Some things to steer the conversation:
- I am not interested in VMs. IMO they're too clunky and slow and a VM per repo is just not reasonable.
- I am not interested in containers. I primarily work with mobile and desktop apps, which don't lend themselves well to dev via containers. I do believe it would be possible to manage this through containers, but there'd be a lot of fiddling that I think would be hefty to maintain.
- Re the above two points, I personally think tools are mature enough to support dev on bare metal, e.g. things like nvm, pyenv, direnv and more all facilitate "sandbox like" development.
- As an example of what I'd like to happen. I envisage checking out a repo and then simply running `make dev` in that repo and you're done
- I'd like to ensure we avoid drift between local dev and CI setup. Whilst CI can sometimes have a few differences with local dev, usually I find 95%+ of things are shared. So a solution that lends itself to code once, work on both would be preferable.
- I'd like things to be reusable, e.g. if someone needs to setup node development in one repo then it should be easy to reuse that code to setup node dev in another repo.

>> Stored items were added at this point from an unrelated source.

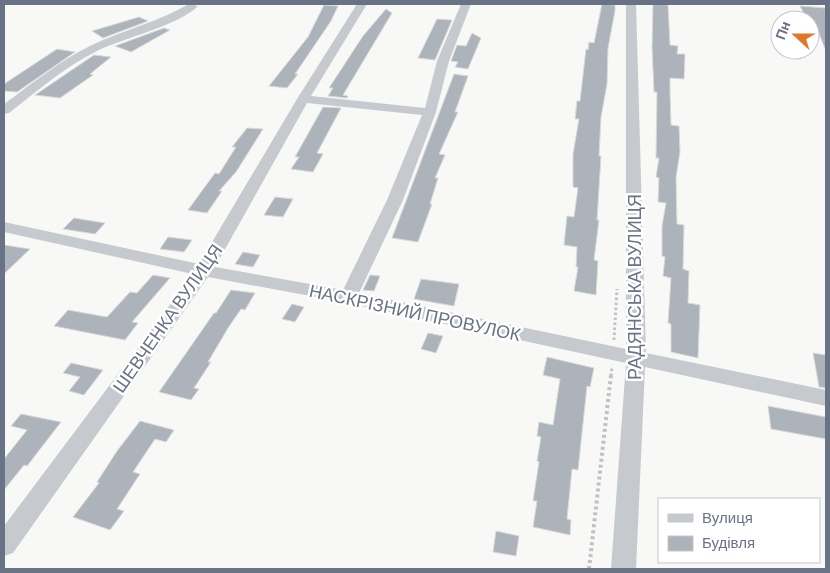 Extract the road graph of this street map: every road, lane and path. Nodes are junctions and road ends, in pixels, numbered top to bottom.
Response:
1 (362, 4) edge
2 (466, 4) edge
3 (630, 4) edge
4 (193, 6) dead end
5 (303, 100) junction
6 (4, 110) edge
7 (430, 112) junction
8 (4, 227) edge
9 (204, 271) junction
10 (348, 298) junction
11 (614, 354) junction
12 (636, 358) junction
13 (826, 398) edge
14 (4, 545) edge
15 (589, 569) edge
16 (623, 569) edge

1 - 5 street, ШЕВЧЕНКА ВУЛИЦЯ
2 - 7 street
3 - 12 street, РАДЯНСЬКА ВУЛИЦЯ
4 - 6 street
5 - 7 street
5 - 9 street, ШЕВЧЕНКА ВУЛИЦЯ
7 - 10 street
8 - 9 street, НАСКРІЗНИЙ ПРОВУЛОК
9 - 10 street, НАСКРІЗНИЙ ПРОВУЛОК
9 - 14 street, ШЕВЧЕНКА ВУЛИЦЯ
10 - 11 street, НАСКРІЗНИЙ ПРОВУЛОК
11 - 12 street, НАСКРІЗНИЙ ПРОВУЛОК
11 - 15 path
12 - 13 street, НАСКРІЗНИЙ ПРОВУЛОК
12 - 16 street, РАДЯНСЬКА ВУЛИЦЯ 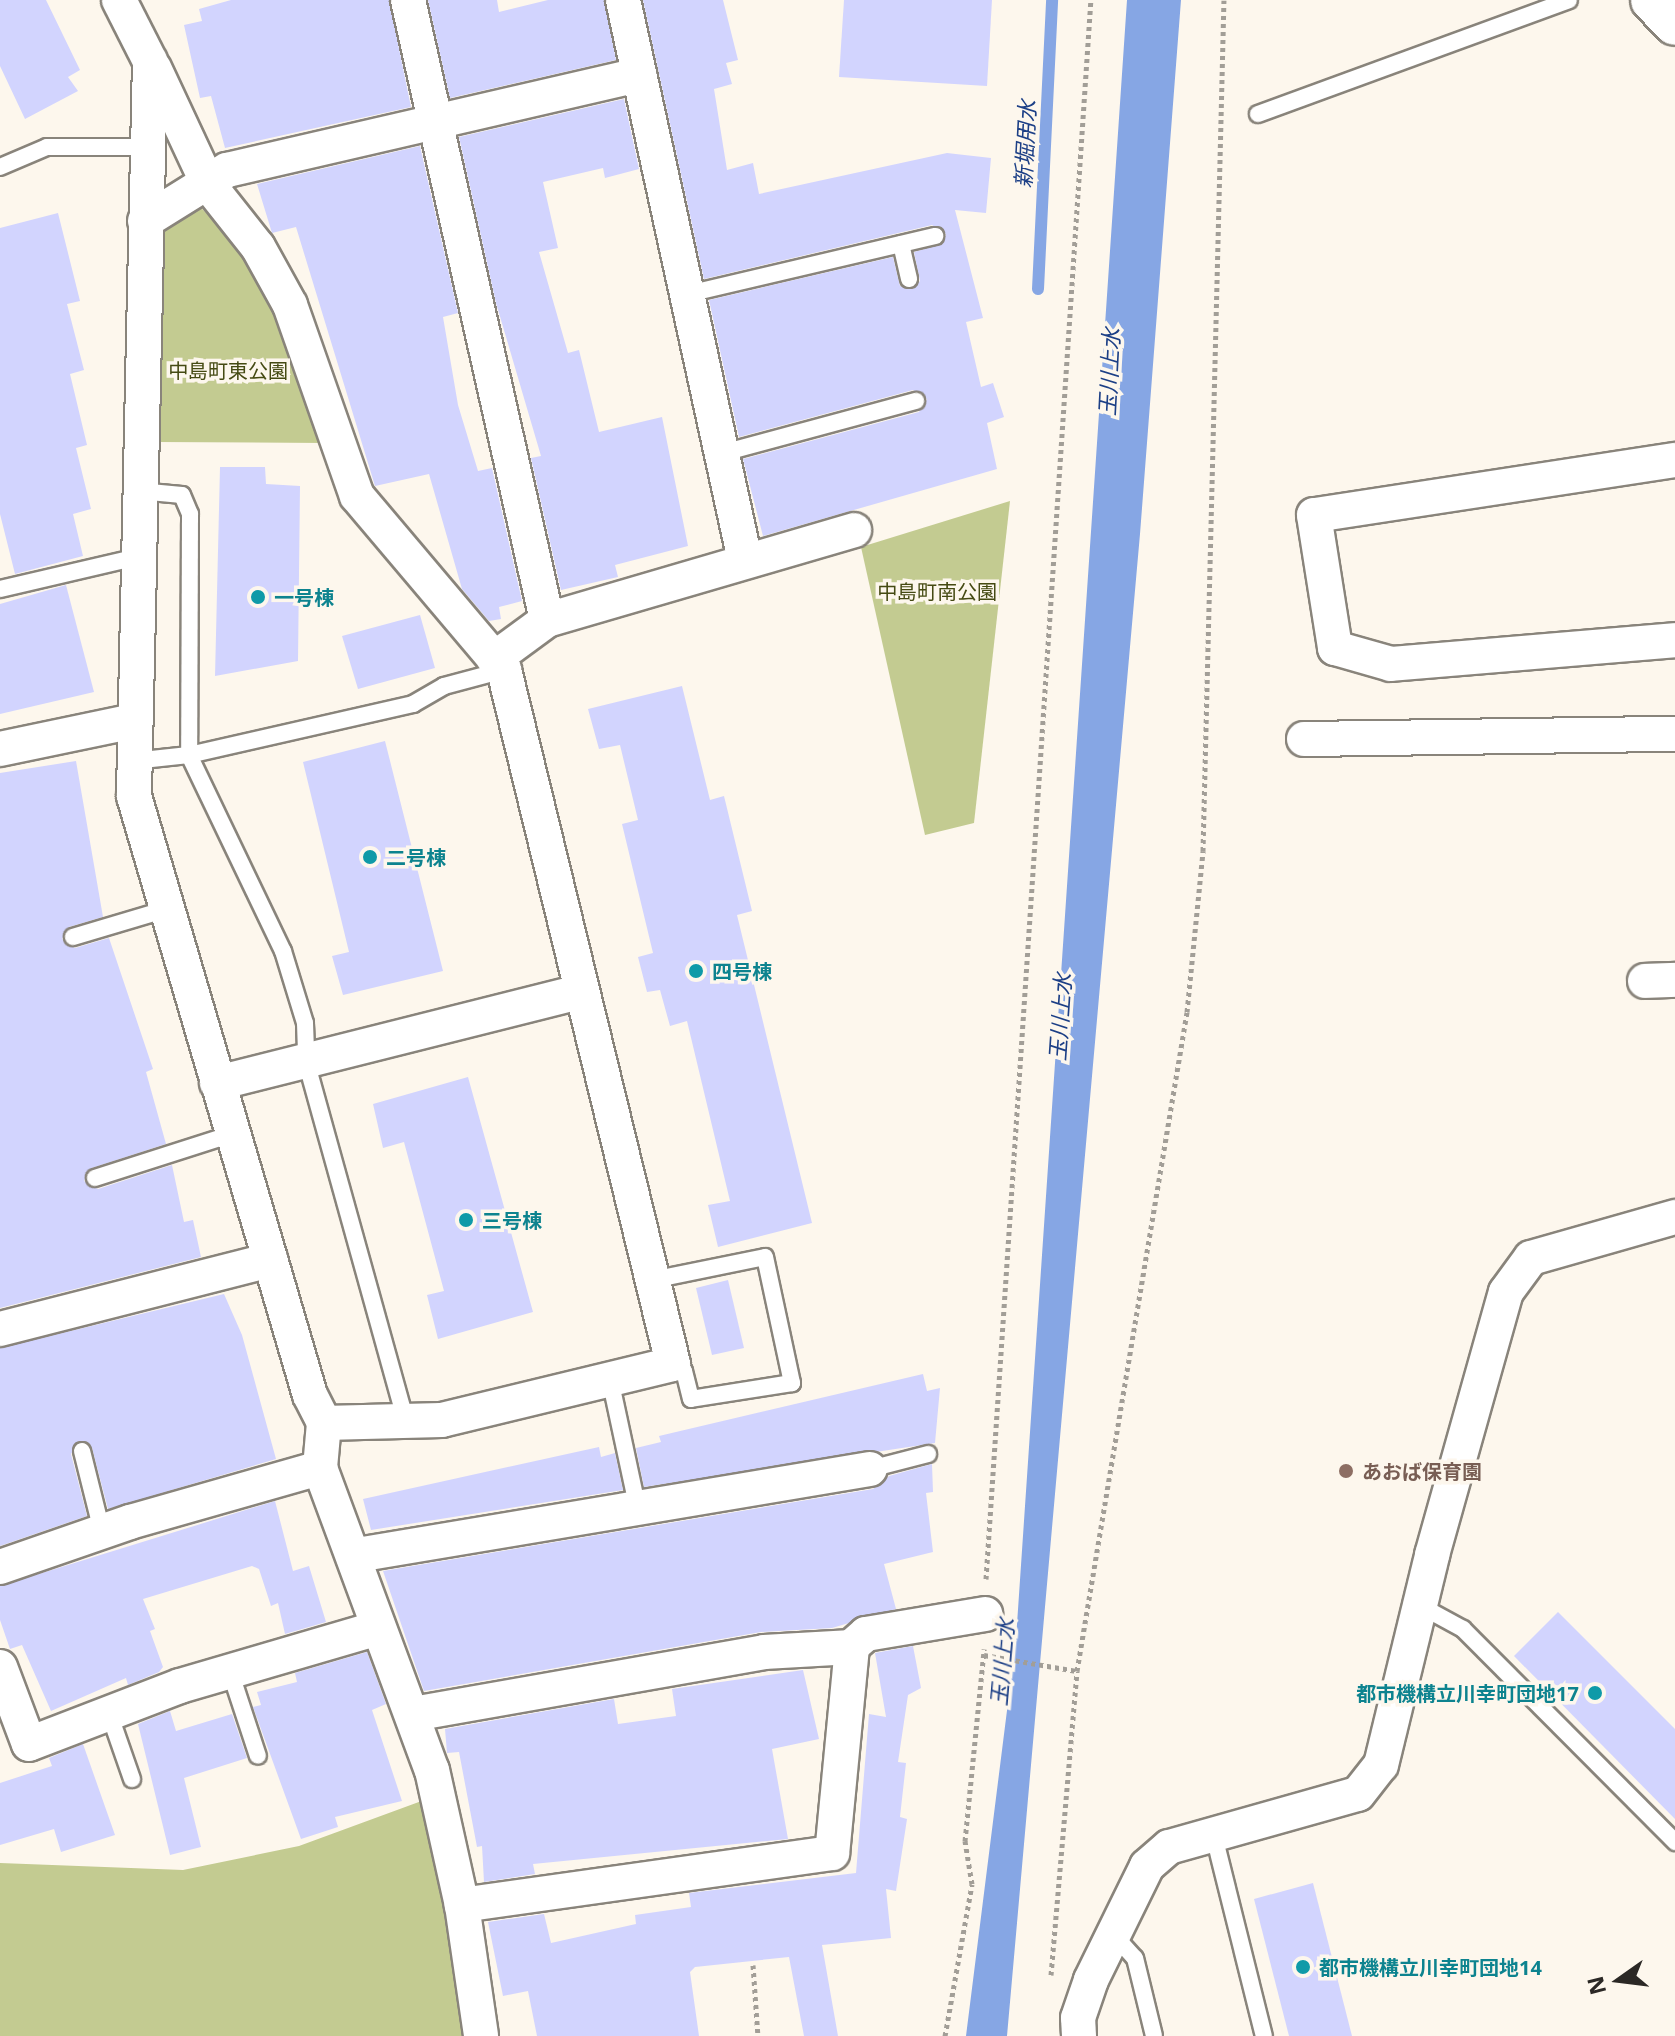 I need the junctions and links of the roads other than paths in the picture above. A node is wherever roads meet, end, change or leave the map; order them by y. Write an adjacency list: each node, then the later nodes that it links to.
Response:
1 (119, 0): 7 (street)
2 (408, 0): 10 (street)
3 (623, 0): 8 (street)
4 (1569, 0): 9 (lane)
5 (1652, 0): 6 (street)
6 (1675, 24)
7 (150, 61): 11 (street); 13 (street)
8 (639, 75): 10 (street); 18 (street)
9 (1258, 114)
10 (436, 119): 13 (street); 27 (street)
11 (147, 147): 12 (lane); 14 (street)
12 (0, 167)
13 (208, 184): 14 (street); 29 (street)
14 (145, 221): 22 (street)
15 (935, 236): 16 (lane)
16 (901, 244): 17 (lane); 18 (lane)
17 (909, 279)
18 (692, 293): 20 (street)
19 (916, 401): 20 (lane)
20 (723, 453): 25 (street)
21 (1675, 460): 28 (street)
22 (139, 491): 24 (street); 34 (lane)
23 (854, 530): 25 (street)
24 (138, 557): 26 (lane); 30 (street)
25 (745, 560): 27 (street)
26 (0, 589)
27 (547, 620): 29 (street)
28 (1675, 640)
29 (499, 665): 34 (lane); 38 (street)
30 (134, 721): 33 (street); 35 (street)
31 (1675, 734): 32 (street)
32 (1304, 739)
33 (0, 749)
34 (189, 755): 35 (lane); 39 (lane)
35 (133, 761): 36 (street)
36 (167, 909): 37 (lane); 40 (street)
37 (73, 937)
38 (582, 991): 39 (street); 45 (street)
39 (306, 1061): 40 (street); 49 (lane)
40 (217, 1083): 41 (street)
41 (232, 1134): 42 (lane); 44 (street)
42 (95, 1178)
43 (1675, 1217): 59 (street)
44 (270, 1260): 46 (street); 50 (street)
45 (652, 1280): 47 (street); 47 (lane)
46 (0, 1329)
47 (671, 1364): 48 (street)
48 (610, 1379): 49 (street); 55 (lane)
49 (406, 1421): 50 (street)
50 (324, 1423): 53 (street)
51 (82, 1451): 56 (lane)
52 (928, 1454): 54 (lane)
53 (320, 1468): 56 (street); 57 (street)
54 (870, 1469): 55 (street)
55 (638, 1511): 57 (street)
56 (102, 1531): 58 (street)
57 (357, 1555): 61 (street)
58 (0, 1567)
59 (1419, 1605): 69 (street); 70 (lane)
60 (985, 1614): 62 (street)
61 (378, 1628): 64 (street); 66 (street)
62 (851, 1647): 66 (street); 71 (street)
63 (0, 1667): 65 (street)
64 (230, 1671): 65 (street); 67 (lane)
65 (109, 1713): 68 (lane)
66 (413, 1714): 71 (street)
67 (258, 1756)
68 (132, 1779)
69 (1213, 1832): 72 (street); 76 (lane)
70 (1675, 1842)
71 (462, 1905): 73 (street)
72 (1114, 1935): 74 (street); 75 (lane)
73 (481, 2036)
74 (1079, 2036)
75 (1154, 2036)
76 (1264, 2036) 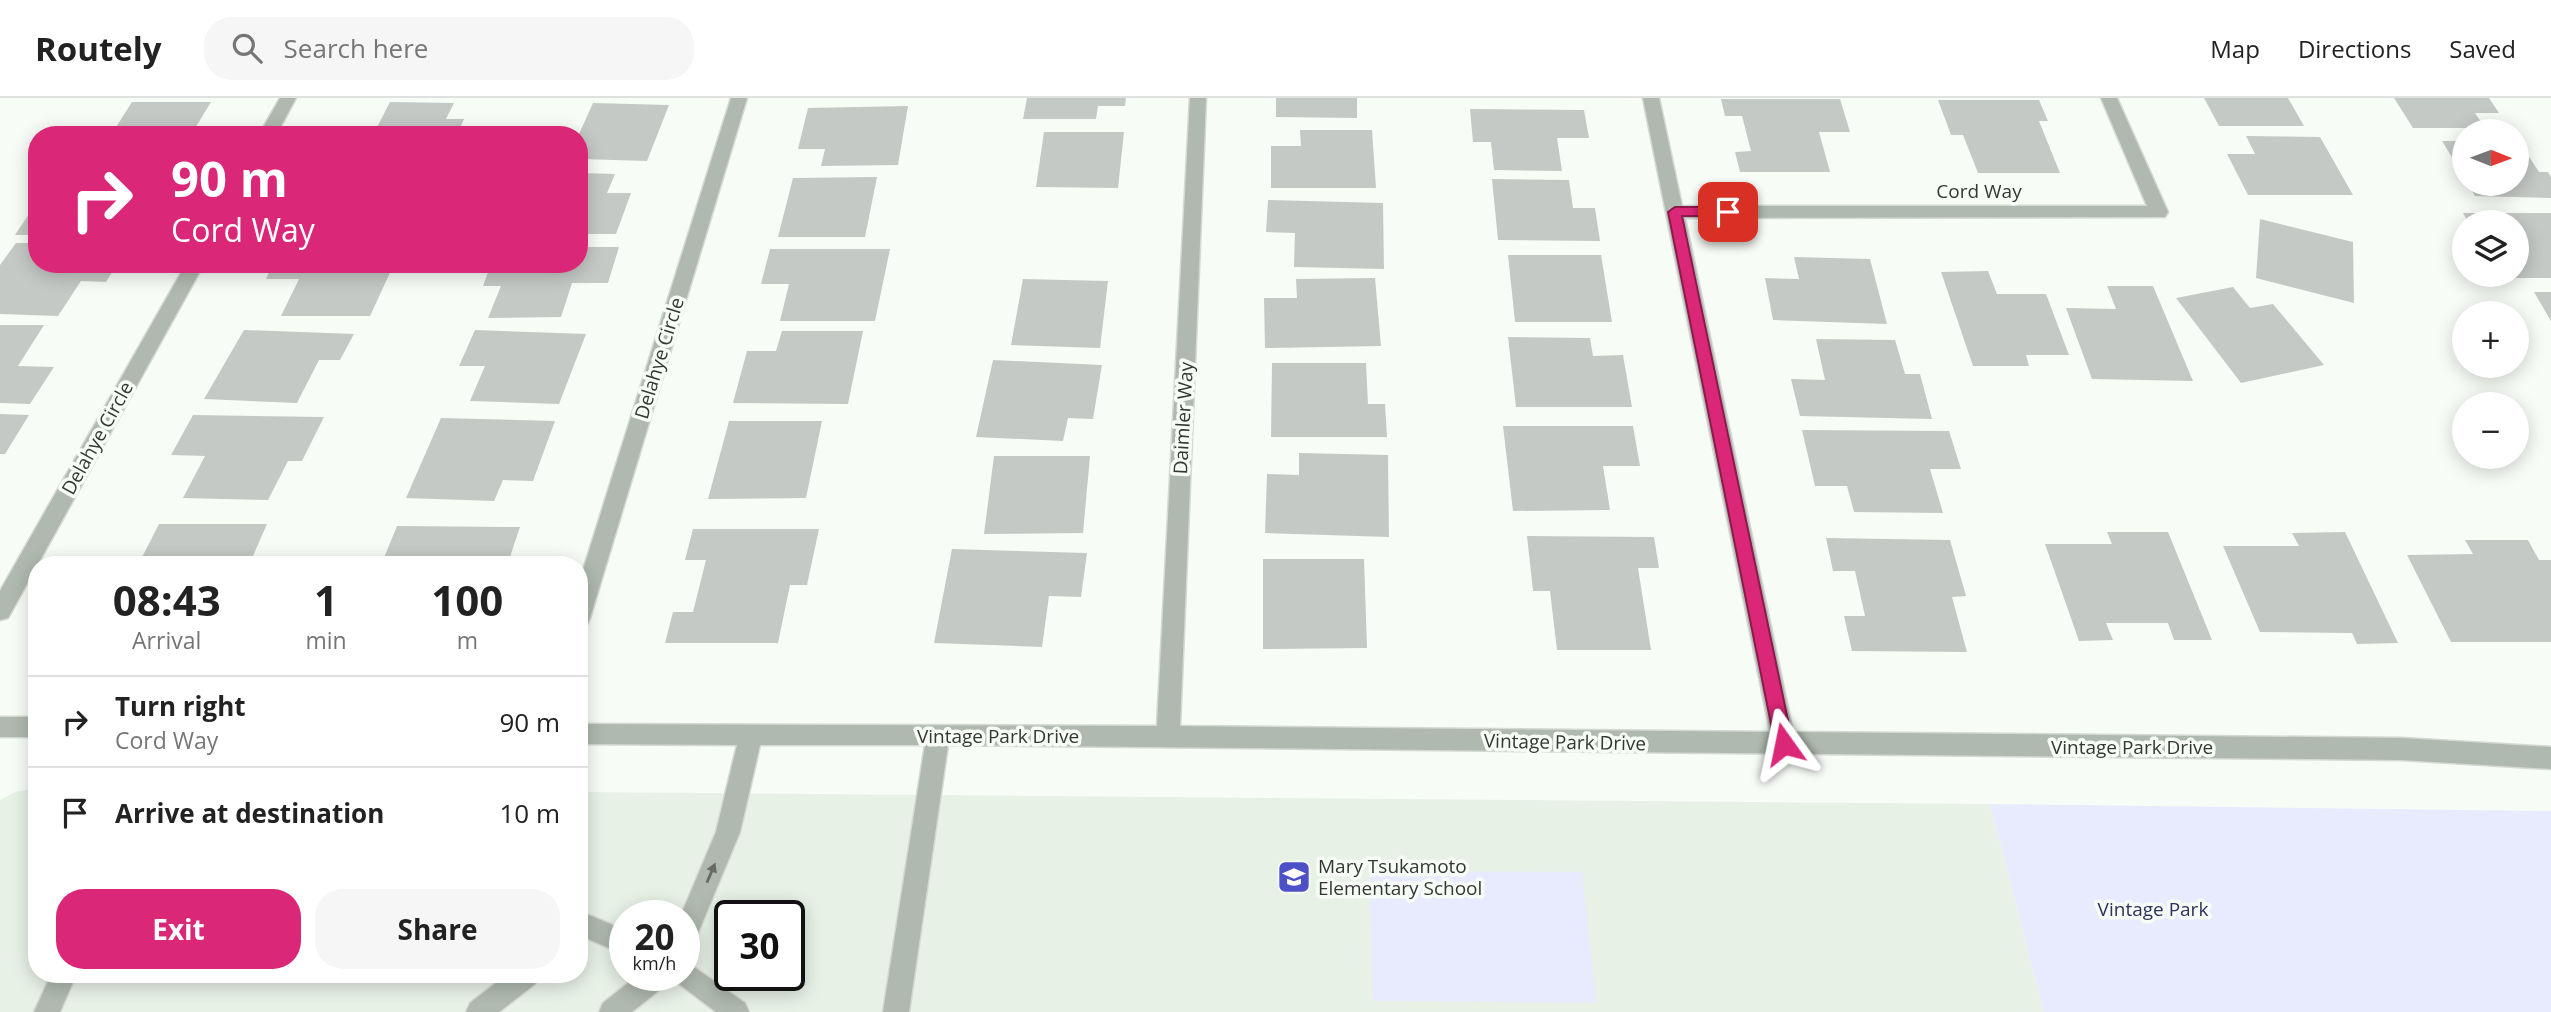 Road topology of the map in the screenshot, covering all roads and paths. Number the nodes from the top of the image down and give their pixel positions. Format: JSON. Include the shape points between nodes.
{"nodes":[{"id":1,"x":288,"y":98,"type":"edge"},
{"id":2,"x":739,"y":98,"type":"edge"},
{"id":3,"x":1198,"y":98,"type":"edge"},
{"id":4,"x":1651,"y":98,"type":"edge"},
{"id":5,"x":2109,"y":98,"type":"edge"},
{"id":6,"x":272,"y":126,"type":"edge"},
{"id":7,"x":1675,"y":212,"type":"junction"},
{"id":8,"x":190,"y":273,"type":"edge"},
{"id":9,"x":31,"y":556,"type":"edge"},
{"id":10,"x":28,"y":561,"type":"edge"},
{"id":11,"x":588,"y":589,"type":"edge"},
{"id":12,"x":0,"y":611,"type":"edge"},
{"id":13,"x":0,"y":727,"type":"edge"},
{"id":14,"x":28,"y":727,"type":"edge"},
{"id":15,"x":588,"y":734,"type":"edge"},
{"id":16,"x":751,"y":735,"type":"junction"},
{"id":17,"x":937,"y":736,"type":"junction"},
{"id":18,"x":1168,"y":738,"type":"junction"},
{"id":19,"x":1784,"y":744,"type":"junction"},
{"id":20,"x":2551,"y":758,"type":"edge"},
{"id":21,"x":699,"y":900,"type":"edge"},
{"id":22,"x":588,"y":929,"type":"edge"},
{"id":23,"x":609,"y":937,"type":"edge"},
{"id":24,"x":60,"y":983,"type":"edge"},
{"id":25,"x":516,"y":983,"type":"edge"},
{"id":26,"x":700,"y":984,"type":"edge"},
{"id":27,"x":638,"y":991,"type":"edge"},
{"id":28,"x":47,"y":1012,"type":"edge"},
{"id":29,"x":479,"y":1012,"type":"edge"},
{"id":30,"x":612,"y":1012,"type":"edge"},
{"id":31,"x":736,"y":1012,"type":"edge"},
{"id":32,"x":896,"y":1012,"type":"edge"}],
"edges":[{"from":1,"to":6,"type":"street"},
{"from":2,"to":11,"type":"street","name":"Delahye Circle"},
{"from":3,"to":18,"type":"street","name":"Daimler Way"},
{"from":4,"to":7,"type":"street"},
{"from":5,"to":7,"type":"street","name":"Cord Way","via":[[2160,212]]},
{"from":7,"to":19,"type":"street"},
{"from":8,"to":9,"type":"street","name":"Delahye Circle"},
{"from":10,"to":12,"type":"street","name":"Delahye Circle"},
{"from":13,"to":14,"type":"street"},
{"from":15,"to":16,"type":"street","name":"Vintage Park Drive"},
{"from":16,"to":17,"type":"street","name":"Vintage Park Drive"},
{"from":21,"to":16,"type":"street","one_way":true,"via":[[728,832]]},
{"from":17,"to":18,"type":"street","name":"Vintage Park Drive"},
{"from":17,"to":32,"type":"street"},
{"from":18,"to":19,"type":"street","name":"Vintage Park Drive"},
{"from":19,"to":20,"type":"street","name":"Vintage Park Drive","via":[[2402,749]]},
{"from":22,"to":23,"type":"street"},
{"from":24,"to":28,"type":"street"},
{"from":25,"to":29,"type":"street"},
{"from":26,"to":31,"type":"street"},
{"from":27,"to":30,"type":"street"}]}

- I'd prefer low overhead, e.g. just some python scripts. I don't want engineers to have to understand lots of tools just to setup their repo. For example, I'm sure a tool like ansible could be used for this. Ansible is not super difficult to understand, but it's a barrier to entry for engineers who haven't used it and don't deal with those concepts regularly. Put another way, I'd like a minimal set of tools that "most" engineers will be familiar enough with.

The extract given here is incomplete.